*** Begin section ***

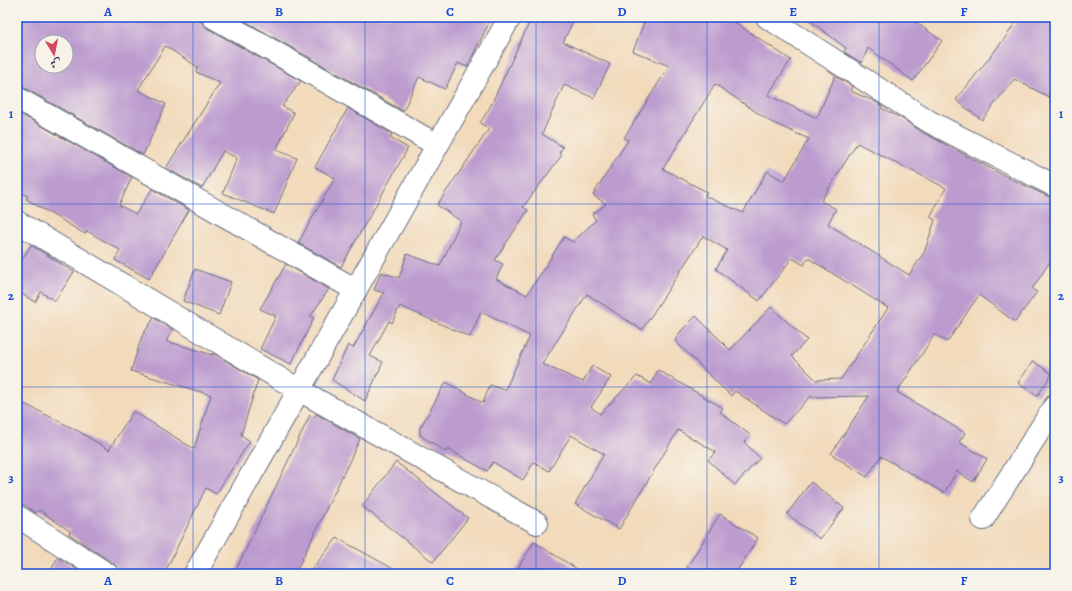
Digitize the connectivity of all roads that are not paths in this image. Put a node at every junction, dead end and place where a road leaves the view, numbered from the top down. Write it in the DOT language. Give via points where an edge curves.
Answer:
graph roads {
  1 [pos="213,17"];
  2 [pos="510,17"];
  3 [pos="768,17"];
  4 [pos="17,98"];
  5 [pos="438,145"];
  6 [pos="1055,186"];
  7 [pos="17,222"];
  8 [pos="356,290"];
  9 [pos="299,390"];
  10 [pos="1055,406"];
  11 [pos="17,516"];
  12 [pos="983,518"];
  13 [pos="537,523"];
  14 [pos="107,574"];
  15 [pos="194,574"];
  1 -- 5 [label="street"];
  2 -- 5 [label="street"];
  3 -- 6 [label="street" via="930,122"];
  4 -- 8 [label="street"];
  5 -- 8 [label="street"];
  7 -- 9 [label="street"];
  8 -- 9 [label="street"];
  9 -- 13 [label="street"];
  9 -- 15 [label="street"];
  10 -- 12 [label="street"];
  11 -- 14 [label="street"];
}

*** End section ***

** ASSIGNED TASK **
Pictures aside, every entry above must be repeated exactly.

** ANSWER TO THIS TASK **
Digitize the connectivity of all roads that are not paths in this image. Put a node at every junction, dead end and place where a road leaves the view, numbered from the top down. Write it in the DOT language. Give via points where an edge curves.
Answer:
graph roads {
  1 [pos="213,17"];
  2 [pos="510,17"];
  3 [pos="768,17"];
  4 [pos="17,98"];
  5 [pos="438,145"];
  6 [pos="1055,186"];
  7 [pos="17,222"];
  8 [pos="356,290"];
  9 [pos="299,390"];
  10 [pos="1055,406"];
  11 [pos="17,516"];
  12 [pos="983,518"];
  13 [pos="537,523"];
  14 [pos="107,574"];
  15 [pos="194,574"];
  1 -- 5 [label="street"];
  2 -- 5 [label="street"];
  3 -- 6 [label="street" via="930,122"];
  4 -- 8 [label="street"];
  5 -- 8 [label="street"];
  7 -- 9 [label="street"];
  8 -- 9 [label="street"];
  9 -- 13 [label="street"];
  9 -- 15 [label="street"];
  10 -- 12 [label="street"];
  11 -- 14 [label="street"];
}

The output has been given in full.